Manipulation of resources
The concept of manipulation of resources is about clients ability to request different representations of the same resource. In this case, the application needs to support more than one representation of the same resource in the same URI when required.
The preceding concept is to allows the resource to be represented in different ways without changing its identifiers. It is possible with the HTTP header (Accept) getting passed to the server by the clients in each request. The resources are updated or added by sending representations from the client by the RESTful application. The following is a sample representation format, from Postman.
So, the decoupling of the resource’s representation from the URI is one of the crucial aspects of REST.
Self-descriptive messages
A client’s request and server’s response are messages and those messages should be stateless and self-descriptive. But what does it mean by stateless and self-descriptive?
A resource’s desired state can be represented within a client’s request message. And a resource’s current state may be embodied within the response message that comes back from a server. For example, a wiki page editor client may use a request message to transfer a representation that suggests a page update (new state) for a server-managed web page (resource).
Self-descriptive messages may include metadata to convey additional details regarding the resource state, the representation format and size, and even the message itself. An HTTP message provides headers for organizing the various types of metadata into uniform fields. The following image depicts a sample request and its headers, and the server response for the same request along with its headers.

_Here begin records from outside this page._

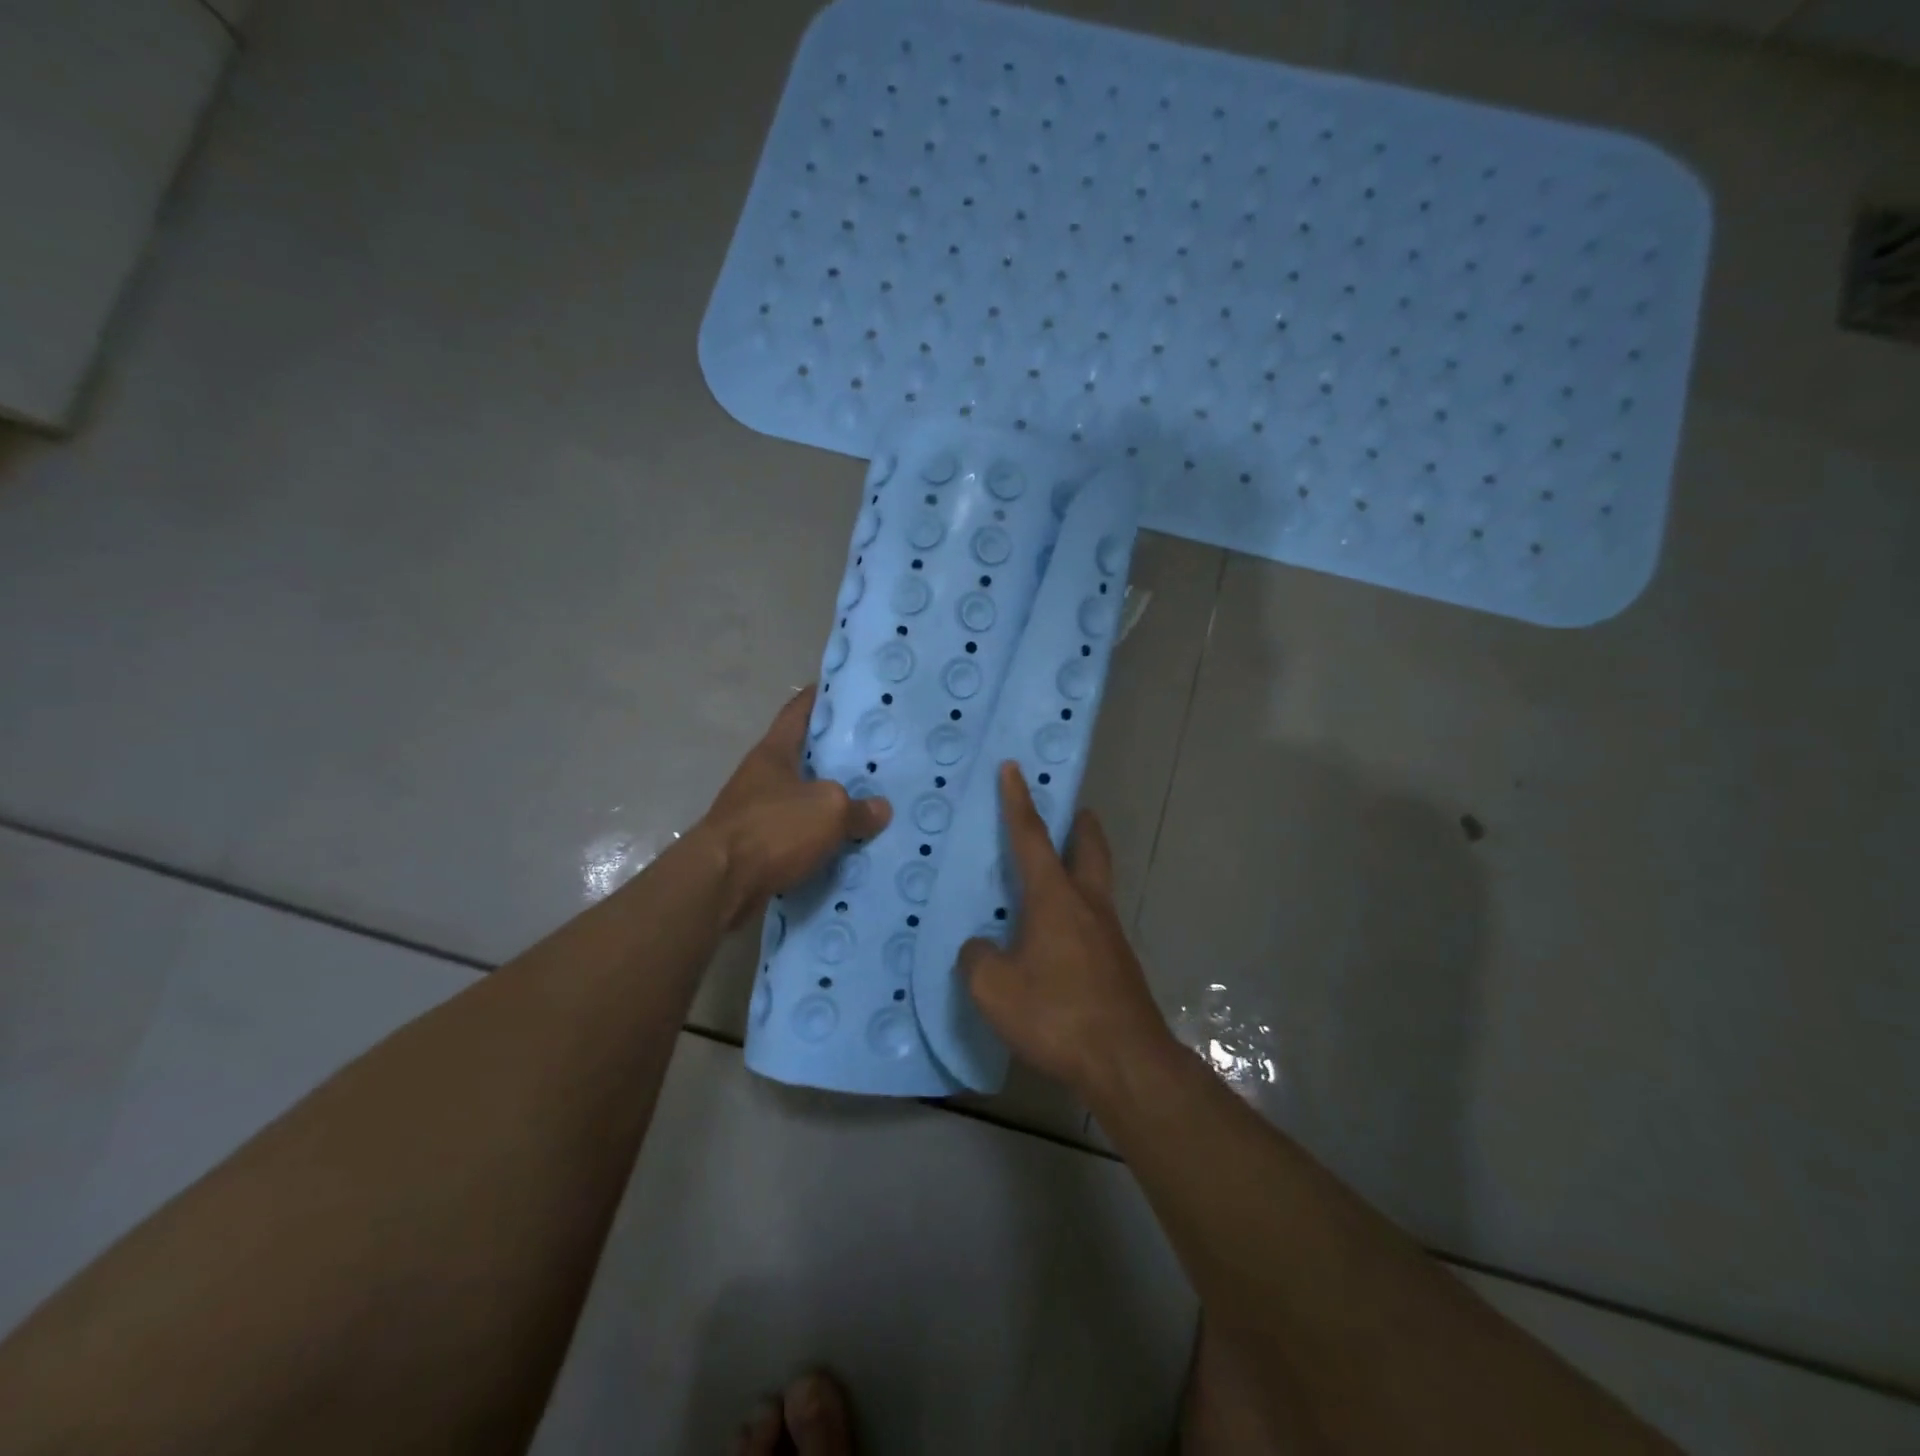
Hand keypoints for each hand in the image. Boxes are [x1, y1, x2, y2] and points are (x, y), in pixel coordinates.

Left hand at [696, 686, 891, 928]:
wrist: (720, 885)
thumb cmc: (773, 829)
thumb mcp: (828, 810)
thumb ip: (858, 808)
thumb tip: (879, 809)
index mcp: (773, 753)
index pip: (798, 711)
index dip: (819, 696)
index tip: (843, 690)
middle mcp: (761, 777)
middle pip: (802, 757)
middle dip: (834, 756)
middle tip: (873, 753)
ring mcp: (756, 813)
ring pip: (801, 800)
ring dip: (828, 802)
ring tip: (868, 802)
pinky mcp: (757, 848)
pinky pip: (797, 837)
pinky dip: (819, 839)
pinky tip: (847, 844)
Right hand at [959, 762, 1174, 1097]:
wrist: (1125, 1063)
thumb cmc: (1056, 1014)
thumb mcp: (993, 988)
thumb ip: (978, 958)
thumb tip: (981, 947)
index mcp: (1055, 898)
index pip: (1032, 837)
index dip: (1018, 801)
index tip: (1013, 768)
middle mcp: (1088, 905)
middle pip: (1089, 849)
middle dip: (1080, 825)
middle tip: (1073, 810)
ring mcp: (1109, 935)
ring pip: (1096, 885)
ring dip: (1081, 868)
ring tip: (1056, 878)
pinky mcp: (1118, 965)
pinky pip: (1094, 922)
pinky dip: (1078, 912)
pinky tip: (1058, 940)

So a self-descriptive message in REST style is all about not maintaining state between client and server, and each request needs to carry enough information about itself or explain with explicit states.
Hypermedia as the engine of application state (HATEOAS)
Hypermedia as the Engine of Application State (HATEOAS) is one of the most critical aspects of REST constraint. Without addressing it services cannot be termed RESTful services. But what is HATEOAS in the first place? Here is the main idea.
Once the client gets the initial response to its resource request from the server, it should be able to move to the next application state by picking up hyperlinks from the same received response.
With all that said the main idea of HATEOAS is for clients to use the hypermedia links provided in response. And allows the client to dynamically navigate to the appropriate resources by traversing the hypermedia links. The absence or presence of a link on a page is an essential part of the resource’s current state and so is essential for the RESTful APIs.
Please take a look at the following example.
In the preceding example, the response in right is provided with hyperlinks to “modify” and “delete” the resource. These links can be traversed by client to update or delete the mentioned resource. And through these hyperlinks, the server drives the application’s state and not the other way around.
Layered Systems
In general, a layered system consists of layers with different units of functionality. The essential characteristics of layered systems are that a Layer communicates by means of predefined interfaces and communicates only with the layer above or layer below, and the layers above rely on the layers below to it to perform its functions. Layers can be added, removed, modified, or reordered as the architecture evolves.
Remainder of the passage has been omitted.